Bastidores

Nomeação de Paulino dá o tom da relação que João quer com o MDB

21 de julho de 2021 às 17h25

Nem deu tempo esfriar a pública insatisfação do senador Veneziano Vital, presidente estadual do MDB, com o Governo, provocada pela mudança no comando do Podemos, partido presidido por um aliado (Galego do Leite). A articulação governamental criou um fato novo.

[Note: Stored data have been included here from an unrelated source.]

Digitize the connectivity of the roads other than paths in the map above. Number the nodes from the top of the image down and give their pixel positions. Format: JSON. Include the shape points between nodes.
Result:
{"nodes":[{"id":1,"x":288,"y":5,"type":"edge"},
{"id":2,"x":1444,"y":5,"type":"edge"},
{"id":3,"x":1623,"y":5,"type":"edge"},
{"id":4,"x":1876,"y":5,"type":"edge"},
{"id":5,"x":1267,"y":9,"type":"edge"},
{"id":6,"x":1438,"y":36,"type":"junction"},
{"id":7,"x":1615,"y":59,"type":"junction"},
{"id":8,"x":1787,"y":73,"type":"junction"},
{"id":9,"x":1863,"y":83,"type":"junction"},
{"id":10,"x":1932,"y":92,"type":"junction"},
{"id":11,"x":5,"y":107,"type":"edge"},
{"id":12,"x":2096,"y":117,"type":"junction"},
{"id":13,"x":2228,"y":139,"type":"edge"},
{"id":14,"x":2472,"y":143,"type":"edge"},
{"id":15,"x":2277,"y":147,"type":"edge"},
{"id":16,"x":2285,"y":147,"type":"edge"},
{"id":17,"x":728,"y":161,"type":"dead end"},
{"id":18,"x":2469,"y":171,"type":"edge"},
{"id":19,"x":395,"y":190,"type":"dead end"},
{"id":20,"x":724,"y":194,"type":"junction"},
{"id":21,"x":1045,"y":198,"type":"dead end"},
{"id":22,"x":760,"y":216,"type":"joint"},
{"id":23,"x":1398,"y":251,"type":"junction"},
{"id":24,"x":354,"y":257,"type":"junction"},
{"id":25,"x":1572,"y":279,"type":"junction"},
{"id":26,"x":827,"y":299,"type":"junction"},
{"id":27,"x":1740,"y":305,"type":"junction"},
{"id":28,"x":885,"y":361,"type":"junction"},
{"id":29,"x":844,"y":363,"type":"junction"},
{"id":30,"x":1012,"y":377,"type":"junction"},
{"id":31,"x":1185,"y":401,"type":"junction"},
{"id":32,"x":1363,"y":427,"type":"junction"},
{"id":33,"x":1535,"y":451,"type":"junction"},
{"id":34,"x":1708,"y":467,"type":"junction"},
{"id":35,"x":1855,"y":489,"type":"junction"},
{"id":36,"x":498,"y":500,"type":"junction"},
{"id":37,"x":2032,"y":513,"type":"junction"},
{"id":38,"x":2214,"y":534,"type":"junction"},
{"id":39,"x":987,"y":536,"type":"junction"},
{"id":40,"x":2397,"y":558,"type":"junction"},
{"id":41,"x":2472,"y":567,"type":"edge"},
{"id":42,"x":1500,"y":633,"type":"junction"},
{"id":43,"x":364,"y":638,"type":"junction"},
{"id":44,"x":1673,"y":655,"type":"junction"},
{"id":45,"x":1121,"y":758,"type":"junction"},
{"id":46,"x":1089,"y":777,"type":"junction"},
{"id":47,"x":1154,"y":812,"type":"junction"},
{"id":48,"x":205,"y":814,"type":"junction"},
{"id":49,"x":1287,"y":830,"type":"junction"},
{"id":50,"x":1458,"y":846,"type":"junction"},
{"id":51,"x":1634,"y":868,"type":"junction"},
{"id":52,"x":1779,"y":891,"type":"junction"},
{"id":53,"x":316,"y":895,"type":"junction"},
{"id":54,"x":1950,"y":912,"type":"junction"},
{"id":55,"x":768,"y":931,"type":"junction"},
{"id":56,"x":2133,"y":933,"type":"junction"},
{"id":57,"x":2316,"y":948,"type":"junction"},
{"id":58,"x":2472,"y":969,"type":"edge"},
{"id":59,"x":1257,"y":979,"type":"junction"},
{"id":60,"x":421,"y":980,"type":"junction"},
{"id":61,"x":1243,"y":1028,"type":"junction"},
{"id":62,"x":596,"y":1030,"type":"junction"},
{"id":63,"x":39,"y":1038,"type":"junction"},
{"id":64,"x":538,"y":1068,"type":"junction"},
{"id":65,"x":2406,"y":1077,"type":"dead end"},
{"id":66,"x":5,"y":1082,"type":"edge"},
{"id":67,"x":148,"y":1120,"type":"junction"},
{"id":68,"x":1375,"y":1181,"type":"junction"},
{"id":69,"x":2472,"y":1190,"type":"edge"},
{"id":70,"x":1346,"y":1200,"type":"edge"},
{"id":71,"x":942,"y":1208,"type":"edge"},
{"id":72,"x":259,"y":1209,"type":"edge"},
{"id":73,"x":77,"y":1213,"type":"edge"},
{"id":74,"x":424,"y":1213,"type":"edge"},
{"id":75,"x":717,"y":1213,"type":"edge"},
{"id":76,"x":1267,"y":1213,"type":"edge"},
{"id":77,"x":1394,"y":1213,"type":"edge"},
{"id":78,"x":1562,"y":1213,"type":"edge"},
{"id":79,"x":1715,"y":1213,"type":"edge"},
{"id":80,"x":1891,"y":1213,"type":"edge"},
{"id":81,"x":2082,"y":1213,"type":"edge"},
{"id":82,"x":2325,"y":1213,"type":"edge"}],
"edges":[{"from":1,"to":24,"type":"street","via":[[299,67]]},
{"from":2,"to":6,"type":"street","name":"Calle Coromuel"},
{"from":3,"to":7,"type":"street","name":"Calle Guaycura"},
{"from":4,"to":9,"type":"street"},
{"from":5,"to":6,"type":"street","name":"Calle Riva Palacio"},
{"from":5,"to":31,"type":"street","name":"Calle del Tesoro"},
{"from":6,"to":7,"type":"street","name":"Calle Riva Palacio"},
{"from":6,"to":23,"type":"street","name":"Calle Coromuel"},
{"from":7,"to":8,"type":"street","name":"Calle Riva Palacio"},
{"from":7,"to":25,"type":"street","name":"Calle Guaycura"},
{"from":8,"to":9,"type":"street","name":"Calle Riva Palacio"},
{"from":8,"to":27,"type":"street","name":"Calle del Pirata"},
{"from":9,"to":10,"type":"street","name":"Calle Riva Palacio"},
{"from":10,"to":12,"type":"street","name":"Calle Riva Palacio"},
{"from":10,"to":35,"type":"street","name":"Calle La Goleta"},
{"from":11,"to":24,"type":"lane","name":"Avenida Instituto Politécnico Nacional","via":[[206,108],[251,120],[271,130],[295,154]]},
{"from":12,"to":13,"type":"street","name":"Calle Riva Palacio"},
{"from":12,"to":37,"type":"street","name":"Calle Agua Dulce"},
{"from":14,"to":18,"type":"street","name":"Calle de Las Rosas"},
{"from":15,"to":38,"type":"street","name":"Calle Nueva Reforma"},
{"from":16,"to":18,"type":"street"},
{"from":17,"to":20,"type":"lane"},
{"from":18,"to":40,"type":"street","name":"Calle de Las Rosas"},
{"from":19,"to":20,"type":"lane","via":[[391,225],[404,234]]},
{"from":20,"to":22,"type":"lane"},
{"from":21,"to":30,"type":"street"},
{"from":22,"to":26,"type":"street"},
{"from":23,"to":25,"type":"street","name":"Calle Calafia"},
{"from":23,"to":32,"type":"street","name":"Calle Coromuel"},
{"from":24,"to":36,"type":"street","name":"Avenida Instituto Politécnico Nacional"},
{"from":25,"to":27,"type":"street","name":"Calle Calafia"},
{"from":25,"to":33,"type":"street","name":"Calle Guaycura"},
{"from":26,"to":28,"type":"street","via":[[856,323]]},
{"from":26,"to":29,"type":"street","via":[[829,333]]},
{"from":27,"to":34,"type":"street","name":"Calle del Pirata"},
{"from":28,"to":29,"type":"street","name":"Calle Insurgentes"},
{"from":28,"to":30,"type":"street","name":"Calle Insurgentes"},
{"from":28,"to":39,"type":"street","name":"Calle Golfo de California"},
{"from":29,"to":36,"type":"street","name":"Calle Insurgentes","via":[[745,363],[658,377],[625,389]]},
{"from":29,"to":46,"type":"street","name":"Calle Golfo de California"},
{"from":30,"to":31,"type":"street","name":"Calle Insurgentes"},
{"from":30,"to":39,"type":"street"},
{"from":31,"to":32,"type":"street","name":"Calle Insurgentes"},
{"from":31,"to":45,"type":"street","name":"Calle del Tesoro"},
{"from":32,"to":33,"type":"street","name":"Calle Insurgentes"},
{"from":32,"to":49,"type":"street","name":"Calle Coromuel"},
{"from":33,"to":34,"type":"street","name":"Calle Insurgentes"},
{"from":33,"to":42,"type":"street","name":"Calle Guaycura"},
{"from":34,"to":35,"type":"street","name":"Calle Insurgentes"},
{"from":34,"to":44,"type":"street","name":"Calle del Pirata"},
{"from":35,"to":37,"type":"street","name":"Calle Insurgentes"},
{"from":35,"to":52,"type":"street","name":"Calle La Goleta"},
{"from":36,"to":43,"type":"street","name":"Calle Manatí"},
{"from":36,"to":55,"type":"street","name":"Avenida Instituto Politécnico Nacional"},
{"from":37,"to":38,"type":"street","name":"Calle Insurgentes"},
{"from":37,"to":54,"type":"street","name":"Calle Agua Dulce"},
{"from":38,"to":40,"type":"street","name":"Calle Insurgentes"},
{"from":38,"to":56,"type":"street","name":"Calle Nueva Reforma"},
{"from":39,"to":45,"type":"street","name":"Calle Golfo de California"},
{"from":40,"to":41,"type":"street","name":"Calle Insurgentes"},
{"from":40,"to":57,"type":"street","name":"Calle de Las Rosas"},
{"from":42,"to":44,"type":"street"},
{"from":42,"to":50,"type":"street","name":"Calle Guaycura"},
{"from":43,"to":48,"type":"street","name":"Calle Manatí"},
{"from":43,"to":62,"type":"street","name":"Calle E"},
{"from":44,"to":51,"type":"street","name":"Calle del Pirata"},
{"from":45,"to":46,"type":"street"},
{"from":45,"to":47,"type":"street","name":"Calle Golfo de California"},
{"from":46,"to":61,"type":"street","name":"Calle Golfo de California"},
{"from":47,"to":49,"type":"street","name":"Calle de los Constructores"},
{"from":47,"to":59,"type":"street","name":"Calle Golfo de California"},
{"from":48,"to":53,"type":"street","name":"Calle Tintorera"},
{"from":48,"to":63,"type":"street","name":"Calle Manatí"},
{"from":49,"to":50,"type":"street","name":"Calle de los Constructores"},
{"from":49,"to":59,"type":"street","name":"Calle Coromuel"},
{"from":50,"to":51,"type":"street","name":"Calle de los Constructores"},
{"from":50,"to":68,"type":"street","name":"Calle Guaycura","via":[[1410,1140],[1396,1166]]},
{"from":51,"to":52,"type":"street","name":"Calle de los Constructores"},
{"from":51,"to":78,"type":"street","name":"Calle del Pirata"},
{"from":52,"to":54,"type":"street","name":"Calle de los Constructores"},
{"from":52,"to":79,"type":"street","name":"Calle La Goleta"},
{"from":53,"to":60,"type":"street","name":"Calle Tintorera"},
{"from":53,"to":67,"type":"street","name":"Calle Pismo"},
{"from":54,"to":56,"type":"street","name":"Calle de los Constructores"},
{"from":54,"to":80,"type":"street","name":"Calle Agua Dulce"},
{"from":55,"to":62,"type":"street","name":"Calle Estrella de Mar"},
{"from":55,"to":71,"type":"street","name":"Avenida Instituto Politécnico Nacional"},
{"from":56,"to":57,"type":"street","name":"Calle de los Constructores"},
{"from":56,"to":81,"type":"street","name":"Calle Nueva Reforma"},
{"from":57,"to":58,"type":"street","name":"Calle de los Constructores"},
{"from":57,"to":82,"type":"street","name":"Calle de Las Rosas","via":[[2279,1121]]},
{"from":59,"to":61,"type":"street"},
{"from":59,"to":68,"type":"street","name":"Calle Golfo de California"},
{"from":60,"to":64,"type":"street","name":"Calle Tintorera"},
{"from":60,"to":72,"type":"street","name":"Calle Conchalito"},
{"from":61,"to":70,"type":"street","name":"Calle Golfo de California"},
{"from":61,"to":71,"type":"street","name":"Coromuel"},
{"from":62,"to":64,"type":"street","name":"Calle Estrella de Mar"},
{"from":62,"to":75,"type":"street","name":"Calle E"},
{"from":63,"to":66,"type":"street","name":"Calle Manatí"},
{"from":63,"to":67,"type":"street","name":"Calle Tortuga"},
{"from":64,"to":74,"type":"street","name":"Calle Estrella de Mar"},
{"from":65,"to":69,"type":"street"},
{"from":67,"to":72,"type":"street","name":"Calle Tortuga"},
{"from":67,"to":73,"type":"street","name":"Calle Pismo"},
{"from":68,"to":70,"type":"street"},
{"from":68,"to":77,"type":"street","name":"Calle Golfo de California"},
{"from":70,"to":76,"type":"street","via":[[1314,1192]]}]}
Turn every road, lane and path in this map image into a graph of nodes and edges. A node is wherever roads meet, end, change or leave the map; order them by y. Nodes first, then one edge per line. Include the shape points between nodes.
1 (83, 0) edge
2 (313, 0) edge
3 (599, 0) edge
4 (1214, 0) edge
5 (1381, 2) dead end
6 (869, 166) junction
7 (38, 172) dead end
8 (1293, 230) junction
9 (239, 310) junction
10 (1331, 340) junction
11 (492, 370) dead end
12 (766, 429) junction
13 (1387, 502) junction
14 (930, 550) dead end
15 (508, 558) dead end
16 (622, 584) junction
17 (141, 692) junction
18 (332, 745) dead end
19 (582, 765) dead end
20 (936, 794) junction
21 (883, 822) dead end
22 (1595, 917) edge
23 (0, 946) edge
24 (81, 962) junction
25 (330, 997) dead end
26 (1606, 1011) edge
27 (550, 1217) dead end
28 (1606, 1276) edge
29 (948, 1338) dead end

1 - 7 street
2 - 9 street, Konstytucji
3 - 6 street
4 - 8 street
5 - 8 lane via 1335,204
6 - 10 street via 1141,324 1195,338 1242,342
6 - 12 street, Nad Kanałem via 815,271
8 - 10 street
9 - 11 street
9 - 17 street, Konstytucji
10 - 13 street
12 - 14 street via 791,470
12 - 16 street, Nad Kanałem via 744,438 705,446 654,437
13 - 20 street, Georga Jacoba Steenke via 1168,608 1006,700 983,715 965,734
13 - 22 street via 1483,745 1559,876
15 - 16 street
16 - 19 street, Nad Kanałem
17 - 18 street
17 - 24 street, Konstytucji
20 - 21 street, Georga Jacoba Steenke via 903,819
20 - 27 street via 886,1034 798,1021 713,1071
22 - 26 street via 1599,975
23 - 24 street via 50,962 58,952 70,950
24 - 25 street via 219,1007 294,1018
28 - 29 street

A nomeação do ex-governador Roberto Paulino (MDB) para a chefia de Governo foi providencial. Afastou qualquer cisma e aproximou mais o partido do Palácio da Redenção. A escolha foi simbólica. Um filiado histórico do MDB, que nunca deixou a sigla, independente de circunstâncias.

Nomeado, Paulino considerou ao Blog a escolha do seu nome um gesto que contempla tanto a ele quanto ao partido. Pelo menos é o que o emedebista crer e avalia, por questão de lógica.

A escolha surtiu imediato efeito. Roberto prometeu arregaçar as mangas e se empenhar “para consolidar a aliança (MDB/Cidadania)”. “O MDB é um parceiro do governador”, sentenciou o ex-governador.

Dizem que quando um não quer dois não brigam. João Azevêdo já deu o tom. Com o MDB, ele só quer paz. A recíproca será verdadeira?